Flamethrowers · 17/04/2025 07:00

A

sammylady37 · 17/04/2025 07:01

TheGaaTheSkaAndTheRa · 17/04/2025 06:17

I wouldn't dump him for this and I can't understand the lack of empathy and compassion on here.

Had he done it, knew he had done it and left it deliberately for a woman to clean up, then yes. 100%, but he didn't.

My DH has had c three times now and I have not been well either. If any of you had to do what we have had to do for each other, you wouldn't have coped it seems.

It's urine, not nuclear waste or a horses head in the bed. So long as measures are taken for the future, I can't see the issue.

All this wank about deal breakers and yap. You better all hope you never get ill because someone you love is going to have to change dressings, clean you up and help you out when, if reversed, you would be leaving them??? Nice.
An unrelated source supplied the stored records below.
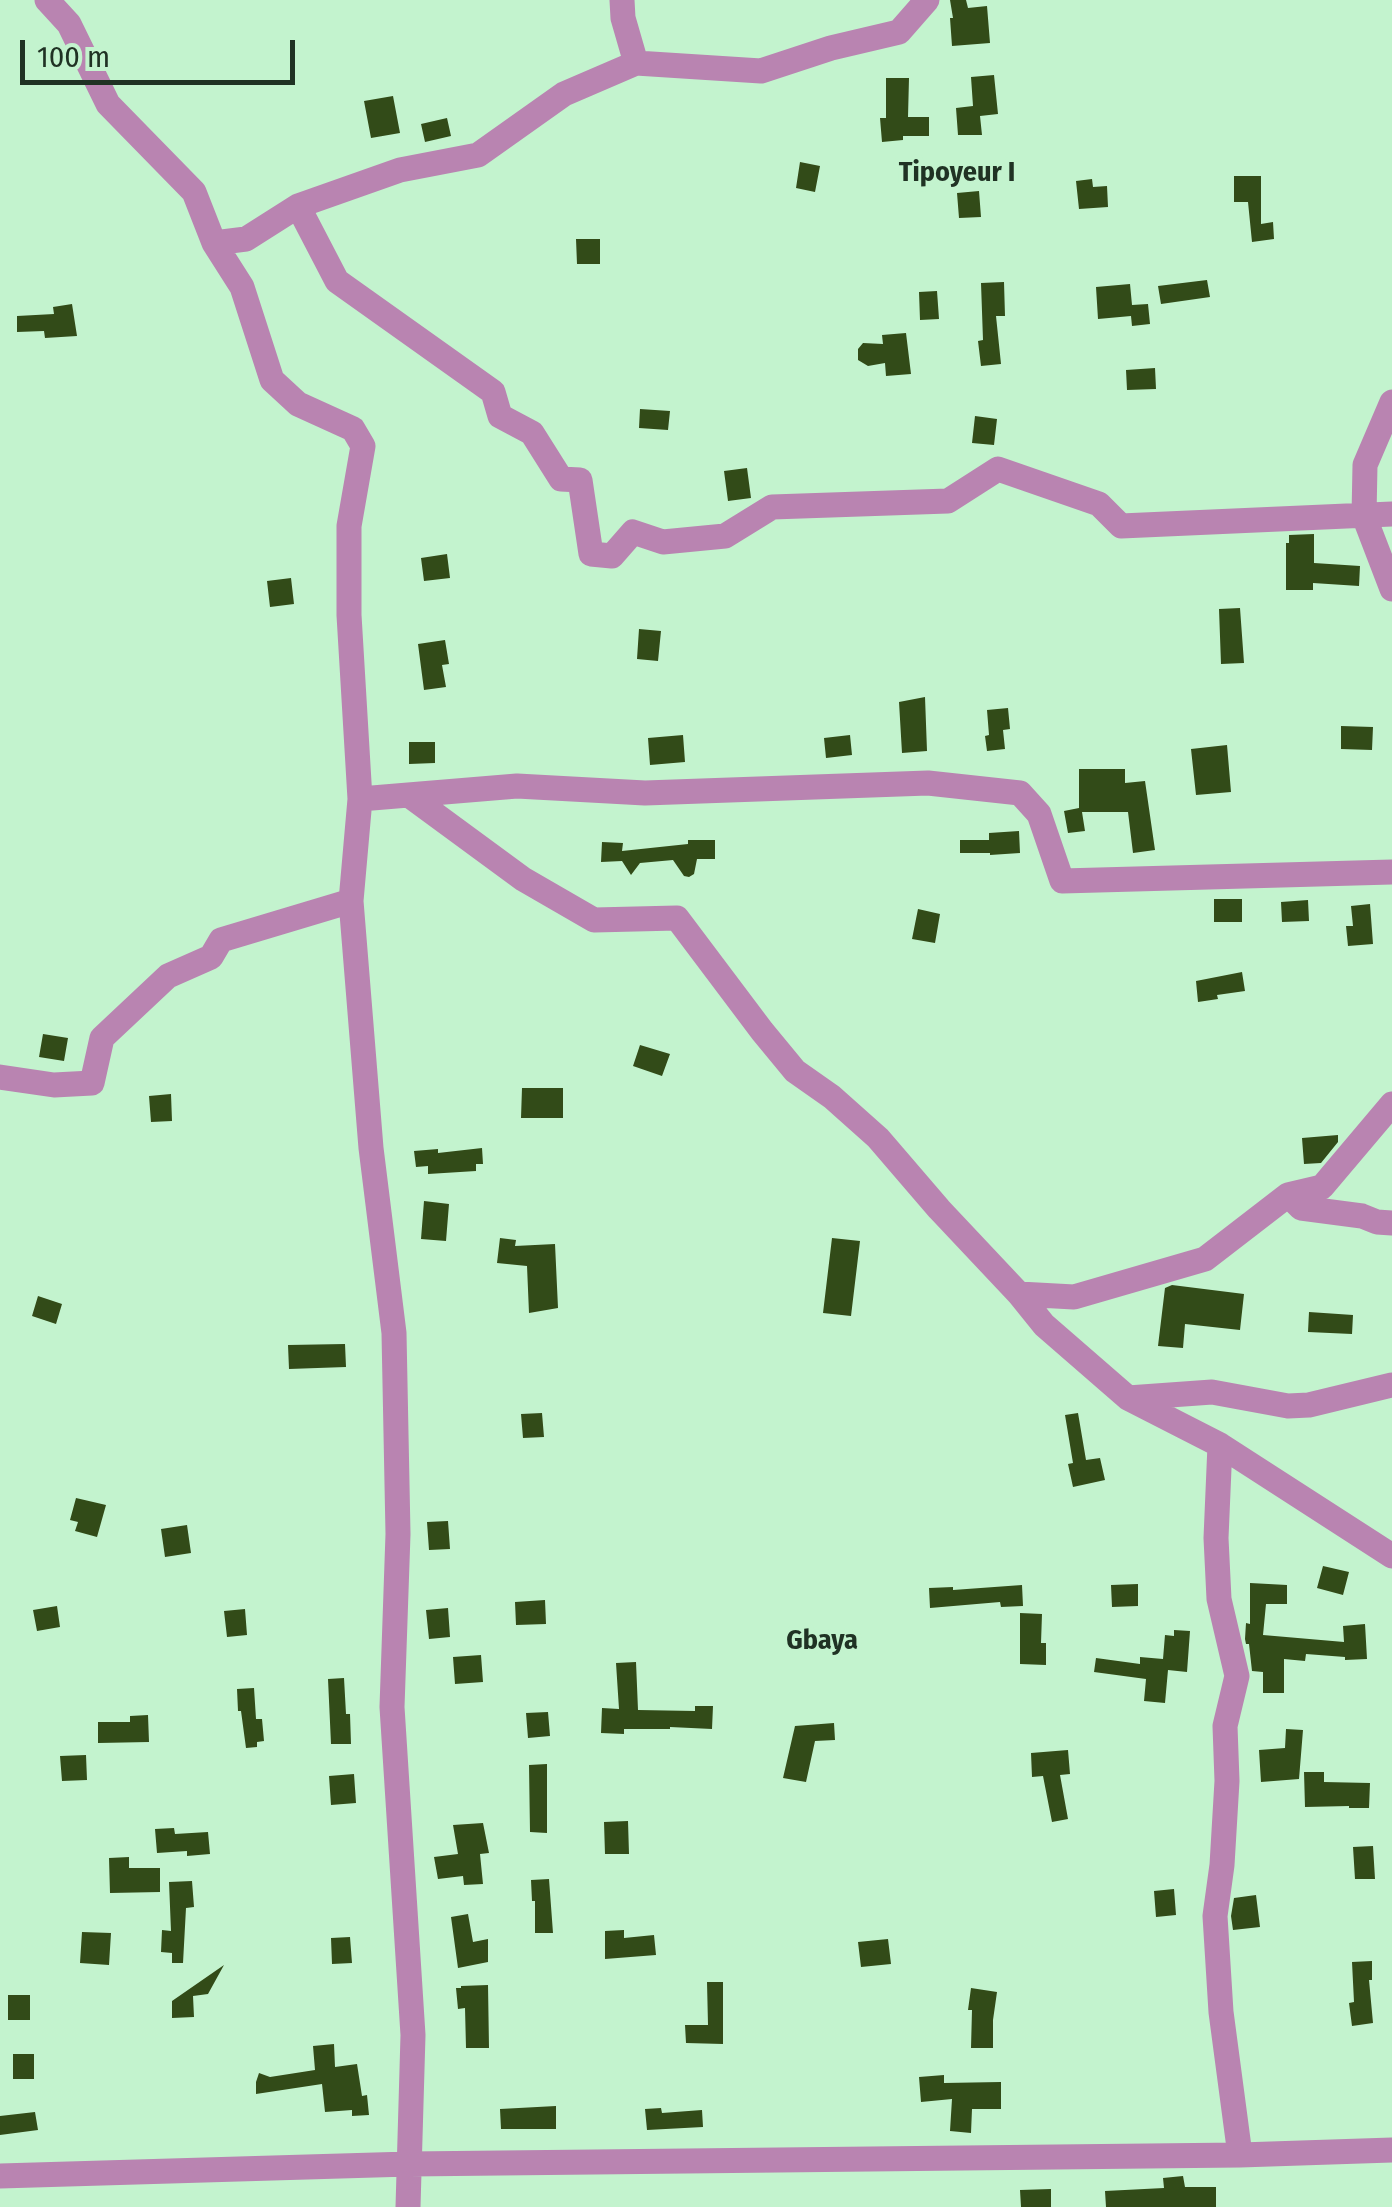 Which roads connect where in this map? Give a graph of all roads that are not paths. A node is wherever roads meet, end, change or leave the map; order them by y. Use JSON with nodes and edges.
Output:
{"nodes":[{"id":1,"x":46,"y":0,"type":"edge"},
{"id":2,"x":622,"y":0,"type":"edge"},
{"id":3,"x":927,"y":0,"type":"edge"},
{"id":4,"x":636,"y":64,"type":"junction"},
{"id":5,"x":298,"y":206,"type":"junction"},
{"id":6,"x":214,"y":243,"type":"junction"},
{"id":7,"x":1392,"y":402,"type":"edge"},
{"id":8,"x":1392,"y":514,"type":"edge"},
{"id":9,"x":1364,"y":516,"type":"junction"},
{"id":10,"x":1392,"y":589,"type":"edge"},
{"id":11,"x":410,"y":796,"type":"junction"},
{"id":12,"x":360,"y":799,"type":"junction"},
{"id":13,"x":1392,"y":872,"type":"edge"},
{"id":14,"x":351,"y":901,"type":"junction"},
{"id":15,"x":0,"y":1077,"type":"edge"},
{"id":16,"x":1392,"y":1104,"type":"edge"},
{"id":17,"x":1288,"y":1195,"type":"junction"},
{"id":18,"x":1392,"y":1224,"type":"edge"},
{"id":19,"x":1020,"y":1294,"type":"junction"},
{"id":20,"x":1392,"y":1385,"type":"edge"},
{"id":21,"x":1128,"y":1398,"type":"junction"},
{"id":22,"x":1220,"y":1445,"type":"junction"},
{"id":23,"x":1392,"y":1556,"type":"edge"},
{"id":24,"x":1392,"y":2150,"type":"edge"},
{"id":25,"x":1240,"y":2155,"type":"junction"},
{"id":26,"x":409,"y":2164,"type":"junction"},
{"id":27,"x":0,"y":2176,"type":"edge"},
{"id":28,"x":408,"y":2207,"type":"edge"}],
"edges":[{"from":1,"to":6,"type":"street"},
{"from":2,"to":4,"type":"street"},
{"from":3,"to":4,"type":"street"},
{"from":4,"to":5,"type":"street"},
{"from":5,"to":6,"type":"street"},
{"from":5,"to":9,"type":"street"},
{"from":6,"to":12,"type":"street"},
{"from":7,"to":9,"type":"street"},
{"from":8,"to":9,"type":"street"},
{"from":9,"to":10,"type":"street"},
{"from":11,"to":12,"type":"street"},
{"from":11,"to":13,"type":"street"},
{"from":11,"to":19,"type":"street"},
{"from":12,"to":14,"type":"street"},
{"from":14,"to":15,"type":"street"},
{"from":14,"to":26,"type":"street"},
{"from":16,"to":17,"type":"street"},
{"from":17,"to":18,"type":"street"},
{"from":17,"to":19,"type":"street"},
{"from":19,"to":21,"type":"street"},
{"from":20,"to":21,"type":"street"},
{"from":21,"to":22,"type":"street"},
{"from":22,"to":23,"type":"street"},
{"from":22,"to":25,"type":"street"},
{"from":24,"to":25,"type":"street"},
{"from":25,"to":26,"type":"street"},
{"from":26,"to":27,"type":"street"},
{"from":26,"to":28,"type":"street"}]}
He did know he had done it and he did leave it for her to clean up.

And come on, there’s a vast, vast difference between caring for a spouse who has an illness and needs assistance with basic ADLs, and dealing with a ‘partner’ of 4 weeks who deliberately indulges in substances (alcohol? Coke? Ketamine?) that he knows are triggers for bed-wetting without taking any precautions, being honest when it happens, cleaning up the mess or voluntarily replacing damaged mattresses etc.

Pretending the two are similar, or those who would not tolerate the latter would not be able to handle the former is disingenuous and makes you look rather silly, tbh.